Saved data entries
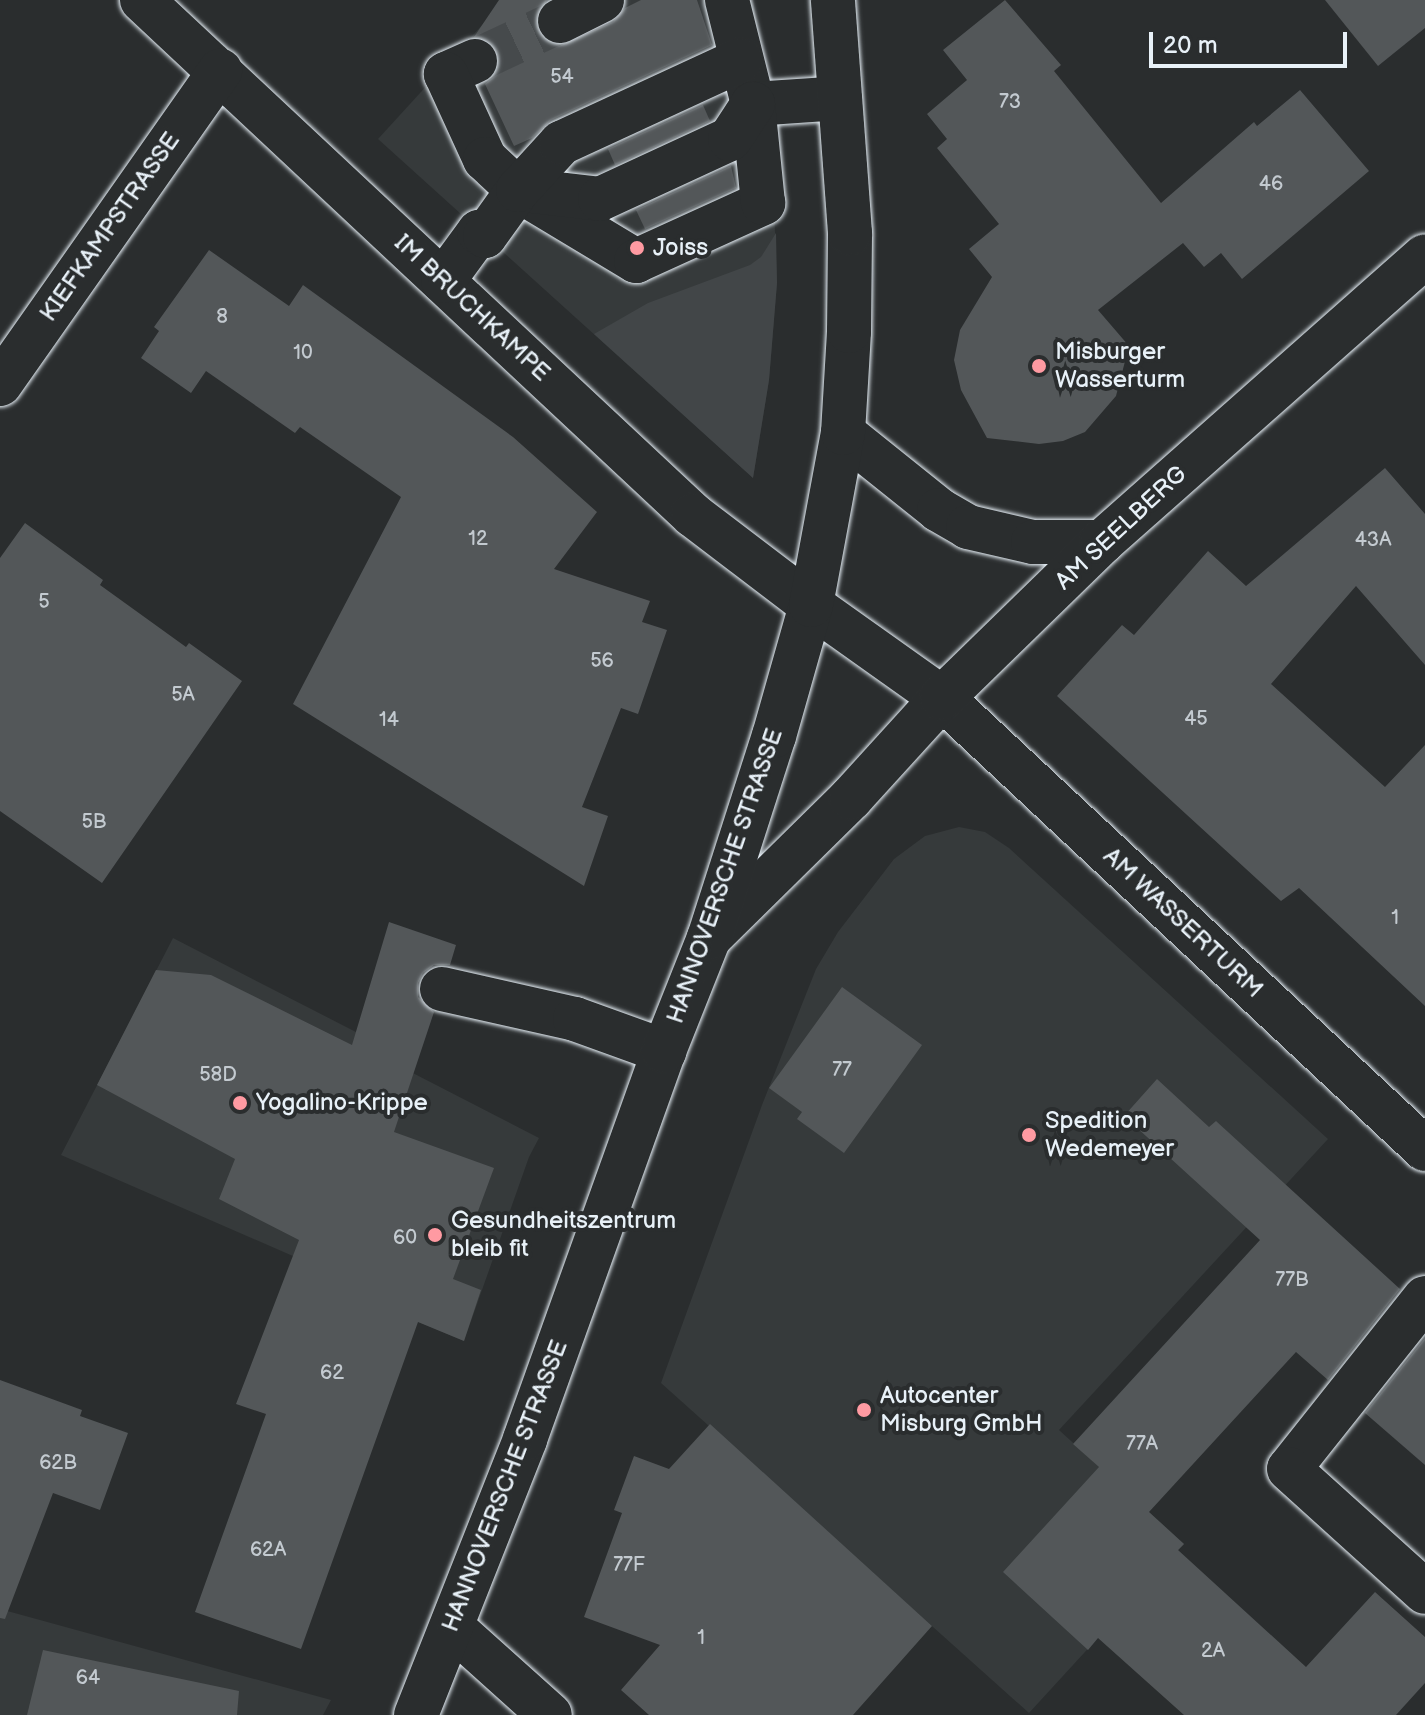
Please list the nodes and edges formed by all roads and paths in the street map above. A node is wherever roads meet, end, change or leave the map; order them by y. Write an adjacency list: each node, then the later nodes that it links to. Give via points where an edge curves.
1 (142, 0): 8 (street, IM BRUCHKAMPE)
2 (602, 0): 5 (street)
3 (727, 0): 6 (street)
4 (833, 0): 9 (street, HANNOVERSCHE STRASSE)
5 (560, 21)
6 (741, 60): 10 (street); 11 (street, via 561,143)
7 (475, 61): 11 (street, via 446,74 485,159)
8 (220, 71): 13 (street, IM BRUCHKAMPE); 14 (street, KIEFKAMPSTRASSE)
9 (840, 98): 10 (street); 15 (street, HANNOVERSCHE STRASSE, via 850,233)
10 (753, 104): 11 (street, via 730,139 600,199); 11 (street, via 763,203 636,261)
11 (518, 190): 13 (street)
12 (1425, 256): 16 (street, AM SEELBERG)
13 (443, 281): 17 (street, IM BRUCHKAMPE, via 693,515)
14 (0, 384)
15 (843, 433): 16 (street, via 968,527 1033,542); 17 (street, HANNOVERSCHE STRASSE)
16 (1102, 542): 18 (street, AM SEELBERG)
17 (811, 605): 18 (street); 19 (street, HANNOVERSCHE STRASSE)
18 (942, 698): 19 (street, AM SEELBERG, via 851,798); 22 (street, AM WASSERTURM)
19 (709, 938): 21 (street, HANNOVERSCHE STRASSE)
20 (442, 989): 21 (street, via 575,1019)
21 (664, 1051): 25 (street, HANNOVERSCHE STRASSE)
22 (1425, 1149)
23 (1425, 1298): 24 (street, via 1289,1469)
24 (1425, 1592)
25 (453, 1628): 26 (street, HANNOVERSCHE STRASSE); 27 (street)
26 (416, 1715)
27 (550, 1715)

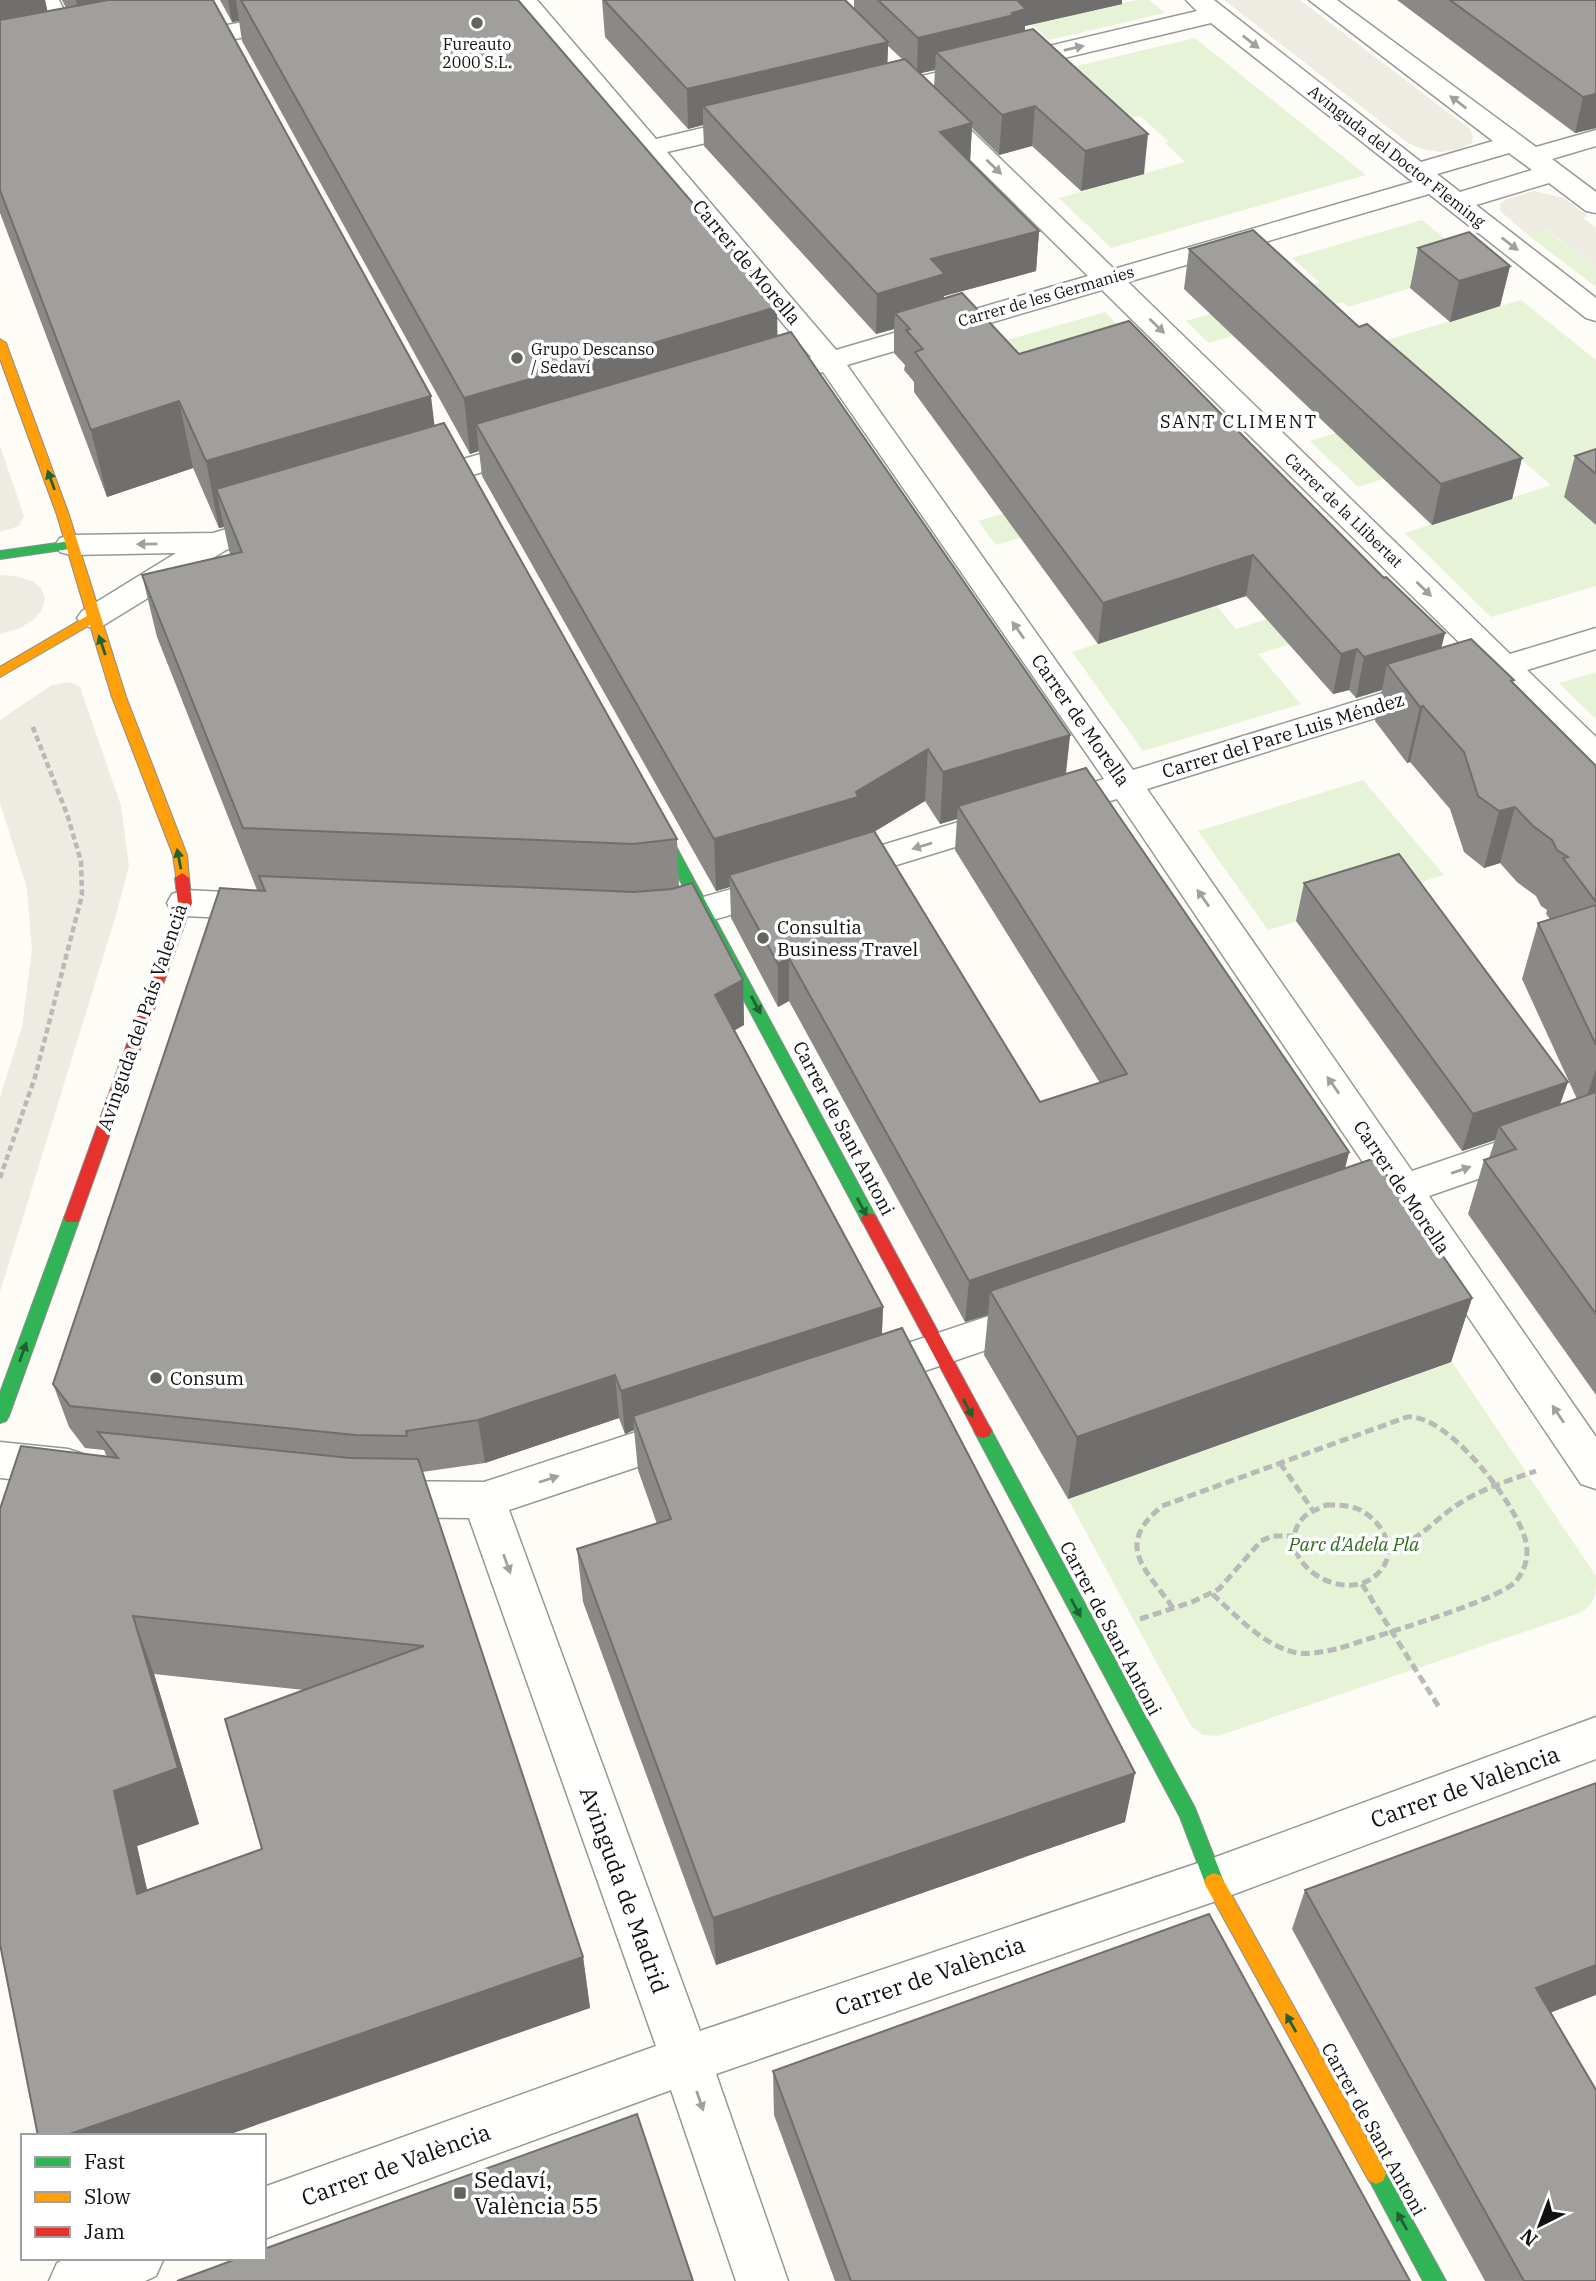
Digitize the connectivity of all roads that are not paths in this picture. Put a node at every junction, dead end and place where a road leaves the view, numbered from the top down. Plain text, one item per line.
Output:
1 (47, 0) edge
2 (524, 0) edge
3 (1321, 0) edge
4 (1207, 7) edge
5 (317, 16) edge
6 (153, 47) edge
7 (102, 57) edge
8 (76, 62) junction
9 (889, 65) edge
10 (51, 67) edge
11 (912, 87) junction
12 (857, 100) edge
13 (777, 118) edge
14 (1596, 138) edge
15 (650, 148) junction
16 (1532, 158) junction
17 (1436, 186) junction
18 (1596, 205) edge
19 (1107, 278) junction
20 (1596, 312) edge
21 (0, 343) edge
22 (830, 361) junction
23 (783, 374) edge
24 (562, 439) edge
25 (394, 489) edge
26 (304, 516) edge
27 (215, 543) junction
28 (71, 545) junction
29 (0, 555) edge
30 (93, 618) junction
31 (1596, 638) edge
32 (1502, 666) junction
33 (0, 673) edge
34 (1596, 757) edge
35 (1125, 784) junction
36 (644, 799) edge
37 (1075, 799) edge
38 (1035, 811) edge
39 (185, 903) junction
40 (303, 908) edge
41 (706, 911) junction
42 (637, 922) edge
43 (1596, 1124) edge
44 (1404, 1189) junction
45 (1350, 1208) edge
46 (1068, 1305) edge
47 (938, 1351) junction
48 (839, 1383) edge
49 (0, 1416) edge
50 (726, 1420) edge
51 (0, 1460) edge
52 (108, 1471) edge
53 (1596, 1471) edge
54 (337, 1495) edge
55 (484, 1500) junction
56 (1596, 1738) edge
57 (1213, 1880) junction
58 (686, 2060) junction
59 (266, 2212) edge
60 (133, 2260) edge
61 (75, 2281) edge
62 (762, 2281) edge
63 (1435, 2281) edge

1 - 8 street
2 - 15 street, Carrer de Morella
16 -> 3 street
11 -> 4 street
4 -> 17 street, Avinguda del Doctor Fleming
5 - 6 street
7 - 8 street
8 - 10 street
9 - 11 street, Carrer de la Llibertat
11 - 12 street
11 -> 19 street, Carrer de la Llibertat
13 - 15 street
14 - 16 street, Carrer de les Germanies
15 - 22 street, Carrer de Morella
16 - 17 street, Carrer de les Germanies
16 - 17 street, Carrer de les Germanies
16 - 18 street
17 - 19 street, Carrer de les Germanies
17 -> 20 street, Avinguda del Doctor Fleming
19 - 22 street, Carrer de les Germanies
19 -> 32 street, Carrer de la Llibertat
28 -> 21 street, Avinguda del País Valencià
22 - 23 street, Carrer de les Germanies
35 -> 22 street, Carrer de Morella
24 - 25 street
26 - 27 street
27 -> 28 street
27 - 30 street
28 - 29 street
28 - 30 street, Avinguda del País Valencià
30 - 33 street
39 -> 30 street, Avinguda del País Valencià
31 - 32 street, Carrer del Pare Luis Méndez
32 - 34 street, Carrer de la Llibertat
32 - 35 street, Carrer del Pare Luis Méndez
35 - 37 street, Carrer del Pare Luis Méndez
44 -> 35 street, Carrer de Morella
36 - 41 street, Carrer de Sant Antoni
38 -> 41 street
39 - 40 street
49 -> 39 street, Avinguda del País Valencià
41 - 42 street
41 -> 47 street, Carrer de Sant Antoni
44 -> 43 street
44 - 45 street
53 -> 44 street, Carrer de Morella
46 - 47 street
47 - 48 street
47 -> 57 street, Carrer de Sant Antoni
55 -> 50 street
51 - 52 street
54 - 55 street
55 -> 58 street, Avinguda de Madrid
56 - 57 street, Carrer de València
57 - 58 street, Carrer de València
63 -> 57 street, Carrer de Sant Antoni
58 - 59 street, Carrer de València
58 -> 62 street, Avinguda de Madrid
60 - 61 street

#### YOUR ASSIGNMENT
Could you reproduce the records above exactly, leaving out the pictures?

#### FINAL ANSWER
Please list the nodes and edges formed by all roads and paths in the street map above. A node is wherever roads meet, end, change or leave the map; order them by y. Write an adjacency list: each node, then the later nodes that it links to. Give via points where an edge curves.
1 (142, 0): 8 (street, IM BRUCHKAMPE)
2 (602, 0): 5 (street)
3 (727, 0): 6 (street)
4 (833, 0): 9 (street, HANNOVERSCHE STRASSE)
5 (560, 21)
6 (741, 60): 10 (street); 11 (street, via 561,143)
7 (475, 61): 11 (street, via 446,74 485,159)
8 (220, 71): 13 (street, IM BRUCHKAMPE); 14 (street, KIEFKAMPSTRASSE)
9 (840, 98): 10 (street); 15 (street, HANNOVERSCHE STRASSE, via 850,233)
10 (753, 104): 11 (street, via 730,139 600,199); 11 (street, via 763,203 636,261)
11 (518, 190): 13 (street)
12 (1425, 256): 16 (street, AM SEELBERG)
13 (443, 281): 17 (street, IM BRUCHKAMPE, via 693,515)
14 (0, 384)
15 (843, 433): 16 (street, via 968,527 1033,542); 17 (street, HANNOVERSCHE STRASSE)
16 (1102, 542): 18 (street, AM SEELBERG)
17 (811, 605): 18 (street); 19 (street, HANNOVERSCHE STRASSE)
18 (942, 698): 19 (street, AM SEELBERG, via 851,798); 22 (street, AM WASSERTURM)
19 (709, 938): 21 (street, HANNOVERSCHE STRASSE)
20 (442, 989): 21 (street, via 575,1019)
21 (664, 1051): 25 (street, HANNOVERSCHE STRASSE)
22 (1425, 1149)
23 (1425, 1298): 24 (street, via 1289,1469)
24 (1425, 1592)
25 (453, 1628): 26 (street, HANNOVERSCHE STRASSE); 27 (street)
26 (416, 1715)
27 (550, 1715)

Digitize the connectivity of all roads that are not paths in this picture. Put a node at every junction, dead end and place where a road leaves the view, numbered from the top down. Plain text, one item per line.
Output:
1 (47, 0) edge
2 (524, 0) edge
3 (1321, 0) edge
4 (1207, 7) edge
5 (317, 16) edge
6 (153, 47) edge
7 (102, 57) edge
8 (76, 62) junction
9 (889, 65) edge
10 (51, 67) edge
11 (912, 87) junction
12 (857, 100) edge
13 (777, 118) edge
14 (1596, 138) edge
15 (650, 148) junction
16 (1532, 158) junction
17 (1436, 186) junction
18 (1596, 205) edge
19 (1107, 278) junction
20 (1596, 312) edge
21 (0, 343) edge
22 (830, 361) junction
23 (783, 374) edge
24 (562, 439) edge
25 (394, 489) edge
26 (304, 516) edge
27 (215, 543) junction
28 (71, 545) junction
29 (0, 555) edge
30 (93, 618) junction
31 (1596, 638) edge
32 (1502, 666) junction
33 (0, 673) edge
34 (1596, 757) edge
35 (1125, 784) junction
36 (644, 799) edge
37 (1075, 799) edge
38 (1035, 811) edge
39 (185, 903) junction
40 (303, 908) edge
41 (706, 911) junction
42 (637, 922) edge
43 (1596, 1124) edge
44 (1404, 1189) junction
45 (1350, 1208) edge
46 (1068, 1305) edge
47 (938, 1351) junction
48 (839, 1383) edge
49 (0, 1416) edge
50 (726, 1420) edge
51 (0, 1460) edge
52 (108, 1471) edge
53 (1596, 1471) edge
54 (337, 1495) edge
55 (484, 1500) junction
56 (1596, 1738) edge
57 (1213, 1880) junction
58 (686, 2060) junction
59 (266, 2212) edge
60 (133, 2260) edge
61 (75, 2281) edge
62 (762, 2281) edge
63 (1435, 2281) edge

1 - 8 street
2 - 15 street, Carrer de Morella
16 -> 3 street
11 -> 4 street
4 -> 17 street, Avinguda del Doctor Fleming
5 - 6 street
7 - 8 street
8 - 10 street
9 - 11 street, Carrer de la Llibertat
11 - 12 street
11 -> 19 street, Carrer de la Llibertat
13 - 15 street
14 - 16 street, Carrer de les Germanies
15 - 22 street, Carrer de Morella
16 - 17 street, Carrer de les Germanies
16 - 17 street, Carrer de les Germanies
16 - 18 street
17 - 19 street, Carrer de les Germanies
17 -> 20 street, Avinguda del Doctor Fleming
19 - 22 street, Carrer de les Germanies
19 -> 32 street, Carrer de la Llibertat
28 -> 21 street, Avinguda del País Valencià
22 - 23 street, Carrer de les Germanies
35 -> 22 street, Carrer de Morella
24 - 25 street
26 - 27 street
27 -> 28 street
27 - 30 street
28 - 29 street
28 - 30 street, Avinguda del País Valencià
30 - 33 street
39 -> 30 street, Avinguda del País Valencià
31 - 32 street, Carrer del Pare Luis Méndez
32 - 34 street, Carrer de la Llibertat
32 - 35 street, Carrer del Pare Luis Méndez
35 - 37 street, Carrer del Pare Luis Méndez
44 -> 35 street, Carrer de Morella
36 - 41 street, Carrer de Sant Antoni
38 -> 41 street
39 - 40 street
49 -> 39 street, Avinguda del País Valencià
41 - 42 street
41 -> 47 street, Carrer de Sant Antoni
44 -> 43 street
44 - 45 street
53 -> 44 street, Carrer de Morella
46 - 47 street
47 - 48 street
47 -> 57 street, Carrer de Sant Antoni
55 -> 50 street
51 - 52 street
54 - 55 street
55 -> 58 street, Avinguda de Madrid
56 - 57 street, Carrer de València
57 - 58 street, Carrer de València
63 -> 57 street, Carrer de Sant Antoni
58 - 59 street, Carrer de València
58 -> 62 street, Avinguda de Madrid
60 - 61 street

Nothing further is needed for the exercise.